“It’s a kind of folly — a fun, unusual structure that relates in some ways to the home, but isn’t meant to mimic it,” notes Millbrook architect James Crisp of the luxurious Greek Revival pool house he designed for the grounds of a 19th-century farmhouse in Dutchess County. The 1,000-square-foot building combines a dramatic soaring entry complete with chandelier and balcony, big casement windows in the rear that open to the view, a changing area, a kitchenette, two bathrooms, and a sleeping loft that can serve as guest quarters. “There’s also a pretty sophisticated sound system, with speakers hidden behind grilles and around the pool — the sound is amazing,” says Crisp.
A Splash of Style
The view beyond the infinity pool hogs much of the attention at this Garrison residence, but the streamlined stuccoed pool house is worth a look, too. Postmodern with Scandinavian influences, the building has high ceilings and packs a lot into its trim 900 square feet — a living room and kitchenette, a shower (through which you can enter if you’re really dripping) and a full bathroom, as well as two bedrooms and a basement. Perched on a cliff and full of light (thanks to the glass sliders on either side), it feels almost like a tree house, say guests who stay there.

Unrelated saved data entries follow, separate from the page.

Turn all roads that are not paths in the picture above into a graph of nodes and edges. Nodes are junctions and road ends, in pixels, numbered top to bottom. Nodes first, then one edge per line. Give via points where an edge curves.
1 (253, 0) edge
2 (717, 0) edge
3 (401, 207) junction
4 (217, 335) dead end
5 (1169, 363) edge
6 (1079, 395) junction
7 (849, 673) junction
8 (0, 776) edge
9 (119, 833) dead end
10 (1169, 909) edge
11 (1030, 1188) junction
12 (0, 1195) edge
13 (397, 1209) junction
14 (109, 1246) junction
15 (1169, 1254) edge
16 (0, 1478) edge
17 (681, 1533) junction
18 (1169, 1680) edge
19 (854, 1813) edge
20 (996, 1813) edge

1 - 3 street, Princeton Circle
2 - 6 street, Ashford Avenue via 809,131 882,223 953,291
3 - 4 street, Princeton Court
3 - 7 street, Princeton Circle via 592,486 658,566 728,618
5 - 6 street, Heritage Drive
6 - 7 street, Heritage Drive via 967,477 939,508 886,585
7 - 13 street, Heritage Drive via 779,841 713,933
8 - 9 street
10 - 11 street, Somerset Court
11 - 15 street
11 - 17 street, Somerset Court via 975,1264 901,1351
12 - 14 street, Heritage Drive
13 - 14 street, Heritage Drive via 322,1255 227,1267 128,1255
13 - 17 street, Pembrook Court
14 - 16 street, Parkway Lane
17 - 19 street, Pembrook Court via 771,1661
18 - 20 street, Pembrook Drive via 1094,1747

If building materials could speak, those used in architect Anthony DiGuiseppe’s Ulster County pool house would have some tales to tell. “The stones for the walls and the fireplace were all taken from the property,” he says. “The beams, which we got from the wood salvage yard in Pine Plains, were from the Navy Pier in Baltimore — they were underwater for 50 years. The light fixtures are zinc, French, from the 1930s. The doors were from the courtyard of the Chateau d’Ife, the old prison where the Count of Monte Cristo was held.” The Count was fiction, but the prison not so, and the doors are quite lovely, given their origins. In fact, it was the doors that determined the height of the building, says DiGuiseppe. “It’s essentially a 16-foot box with a pyramidal roof — and the shingles are about the only thing that’s new.” They match the roof of his 1700s stone house, as does the pointing. “The pool house was designed as a modern interpretation of the old house,” says the architect.